Pay in lieu of contractual notice is when a payment is made to an employee upon termination without notice. This payment ends their employment at that point.

Overview of Payment in Lieu of Notice

When payment is made to compensate an employee for money they would have earned had they worked during their contractual notice period, it is called a payment in lieu of notice. The contractual notice period must be given as a term for a contract of employment whether expressed or implied. If it is expressed, it can be written or spoken.

Other terms may be agreed to, as well. The notice must be given in writing, or the employer can make a payment in lieu of notice when shortening the notification timeframe. A payment in lieu of notice is different from a garden leave where the employee remains employed but is not required to attend work. The employee is still under contract and cannot take another job during the notice period.

A payment in lieu of notice is applied when an employer wants to terminate an employee's services immediately. An example of when an employer would not use payment in lieu of contractual notice is when an employee is terminated for gross misconduct.

Employment Contracts and Payment in Lieu of Notice

A payment in lieu of notice provision in a contract lays the groundwork for the immediate termination of an employee.

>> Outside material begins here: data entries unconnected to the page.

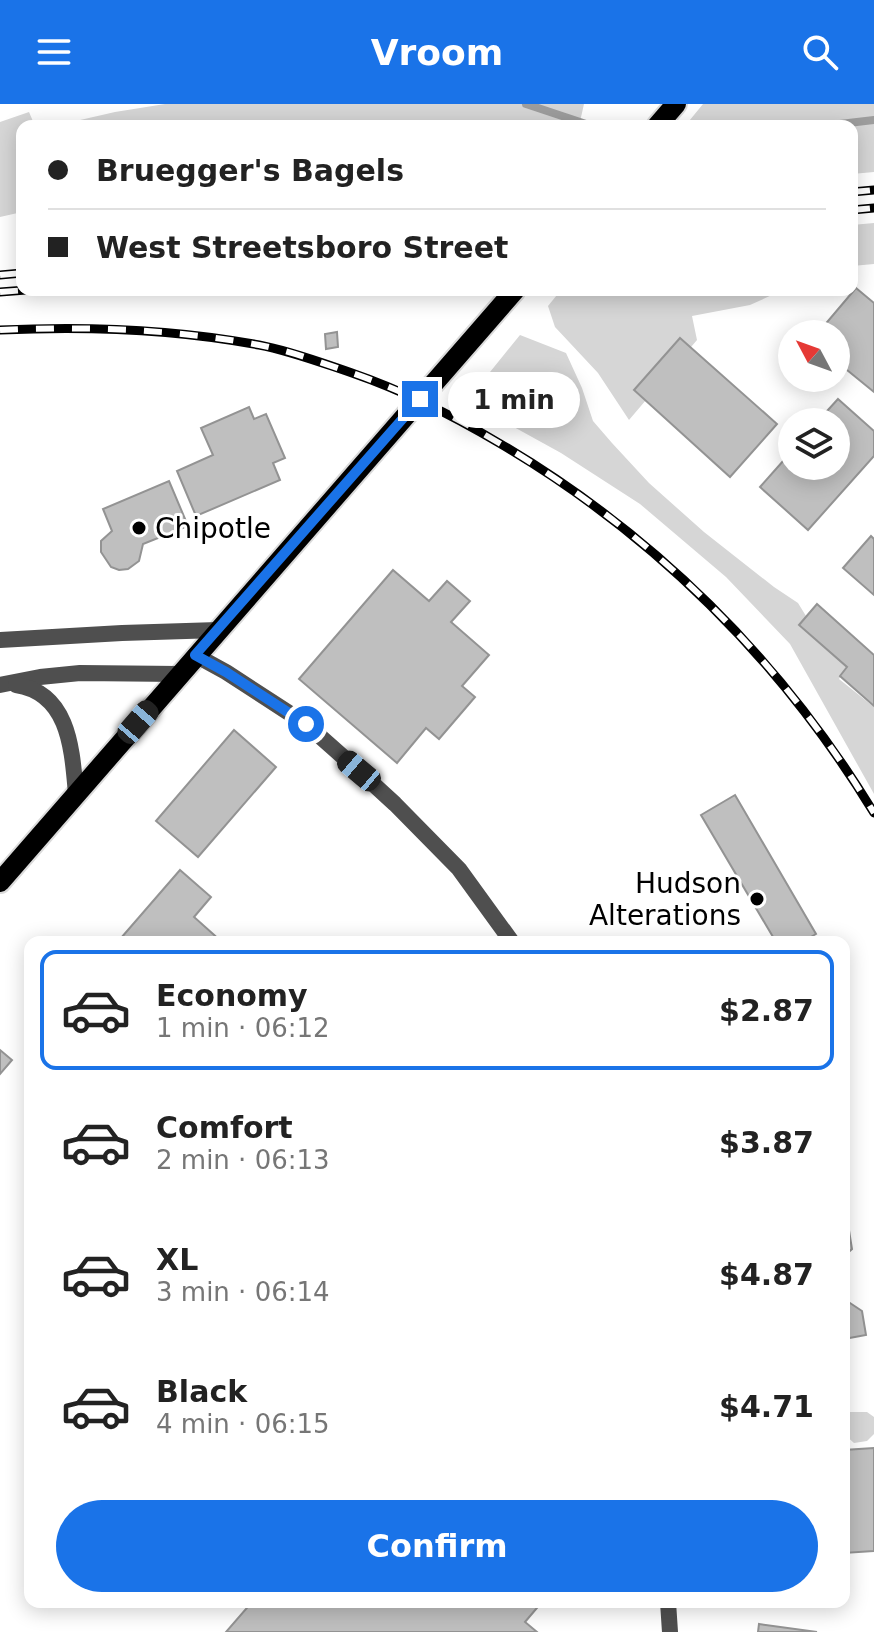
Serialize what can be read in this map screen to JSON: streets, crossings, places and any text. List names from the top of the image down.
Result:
{
  "places": ["Chipotle", "Hudson Alterations"],
  "north": "top left",
  "page": {
    "header": "Vroom",
    "banner": ["Bruegger's Bagels", "West Streetsboro Street"],
    "bubble": "1 min",
    "list": [
      {
        "name": "Economy",
        "note": "1 min · 06:12",
        "value": "$2.87"
      },
      {
        "name": "Comfort",
        "note": "2 min · 06:13",
        "value": "$3.87"
      },
      {
        "name": "XL",
        "note": "3 min · 06:14",
        "value": "$4.87"
      },
      {
        "name": "Black",
        "note": "4 min · 06:15",
        "value": "$4.71"
      }
    ],
    "buttons": "Confirm"
  }
}
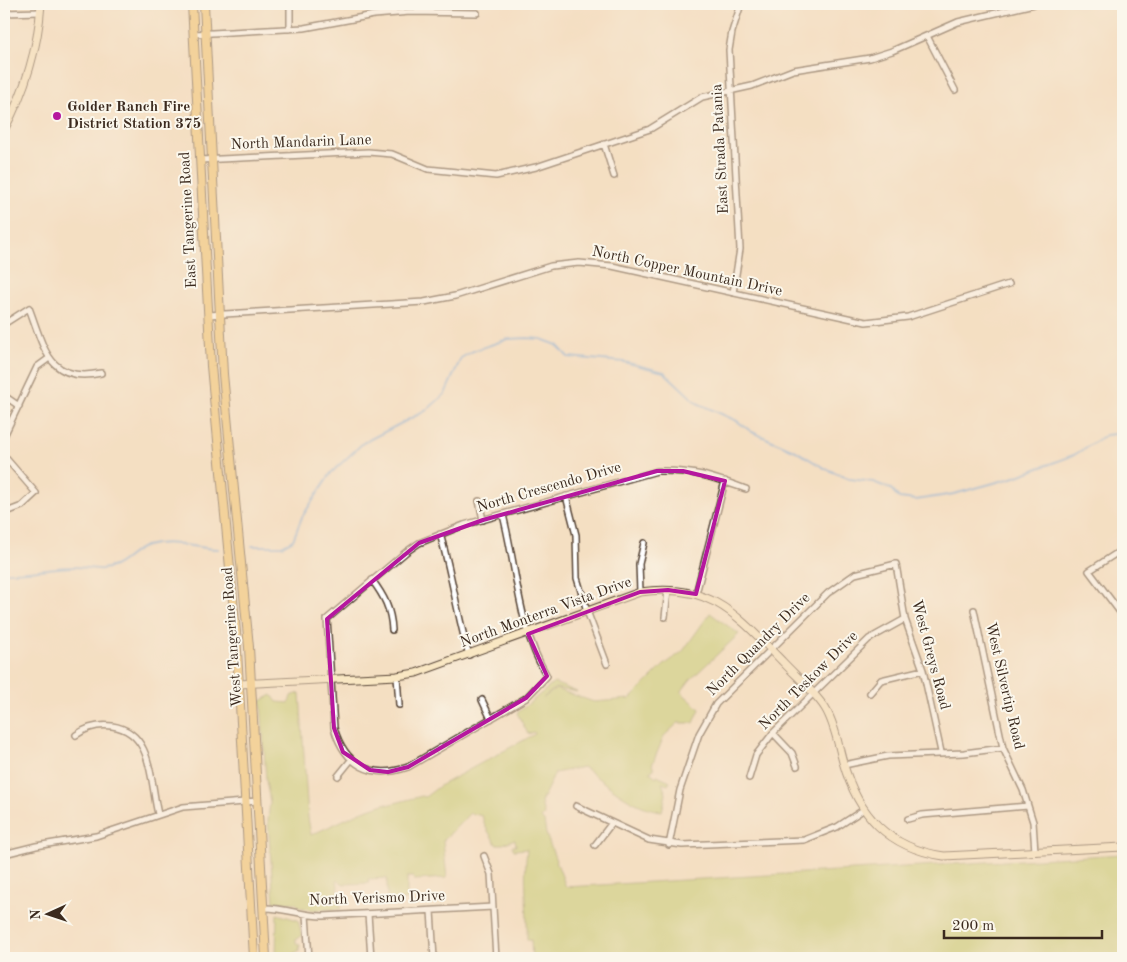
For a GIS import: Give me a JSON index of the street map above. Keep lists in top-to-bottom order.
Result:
{
  "streets": {
    "main road": ["East Tangerine Road", "West Tangerine Road"],
    "street": [
      "North Mandarin Lane",
      "East Strada Patania",
      "North Copper Mountain Drive",
      "North Crescendo Drive",
      "North Monterra Vista Drive",
      "North Quandry Drive",
      "West Greys Road",
      "North Teskow Drive",
      "West Silvertip Road",
      "North Verismo Drive"
    ]
  },
  "crossings": [
    ["North Mandarin Lane", "East Strada Patania"],
    ["North Mandarin Lane", "East Tangerine Road"],
    ["East Strada Patania", "North Copper Mountain Drive"],
    ["East Tangerine Road", "North Copper Mountain Drive"],
    ["East Tangerine Road", "West Tangerine Road"],
    ["North Copper Mountain Drive", "West Tangerine Road"],
    ["North Crescendo Drive", "North Monterra Vista Drive"],
    ["North Monterra Vista Drive", "West Tangerine Road"],
    ["North Monterra Vista Drive", "North Quandry Drive"],
    ["North Monterra Vista Drive", "North Teskow Drive"],
    ["North Monterra Vista Drive", "West Silvertip Road"],
    ["West Tangerine Road", "North Verismo Drive"],
    ["North Quandry Drive", "West Greys Road"],
    ["West Greys Road", "North Teskow Drive"]
  ],
  "places": ["Golder Ranch Fire District Station 375"],
  "scale_bar": "200 m",
  "north": "left"
}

With the provision in place, an employer would not be in violation of breaching the employment contract if the provision clearly states the terms of the payment in lieu of notice. This would include the amount to be paid for this type of termination.

A normal practice for employers when drafting a payment in lieu of notice stipulation is including the provision that employment is subject to termination at any time if a payment in lieu of notice is paid for the employee's basic salary accruing during the notice period.

If an employer has not included a payment in lieu of notice provision in the contract, it can be tricky. While technically any termination of employment with a payment in lieu of notice is likely to breach an employment contract, this can be avoided with the inclusion of pay and benefits a worker would be entitled to during the notice period.

Making a payment for annual leave that would have accrued and an additional payment by way of a full and final settlement can help avoid any disagreements between the employer and employee. The situation can become more complex if the following situations apply:

  • Share options are in play.
  • The employee loses additional pay or benefits during the notice period because the employer is not covering them under the payment in lieu of notice.
  • The employee is in the process of receiving medical treatment covered by the company's health insurance.
  • The dismissal process was not handled properly.

In these situations, an employment lawyer can be consulted to make sure contractual obligations are not breached.

Calculating Payment in Lieu of Notice

When payment in lieu of notice is in progress, it should be made immediately upon termination of employment. Three options are available for making a payment in lieu of notice:

  • Per the terms of employment stating the employee is entitled to the payment.
  • At the employer's discretion per the terms of employment.
  • Regardless of contractual rights or any provisions made.

Taxes on payments in lieu of notice vary based on how they are handled and paid. Taxes are usually paid when the payment is made at the employer's discretion and when it is stated in the terms of employment.

When payment is made, there is no contractual right or provision. This is usually due to a breach of contract. This means the payment in lieu of notice can be considered an advance payment for damages to the employee for losses and as a way to avoid a potential legal claim.

New rules affecting the payment in lieu of notice went into effect on April 6, 2018. Moving forward, employers should consider including payments in lieu of notice in employment contracts. Such a clause allows payment without breaching the contract.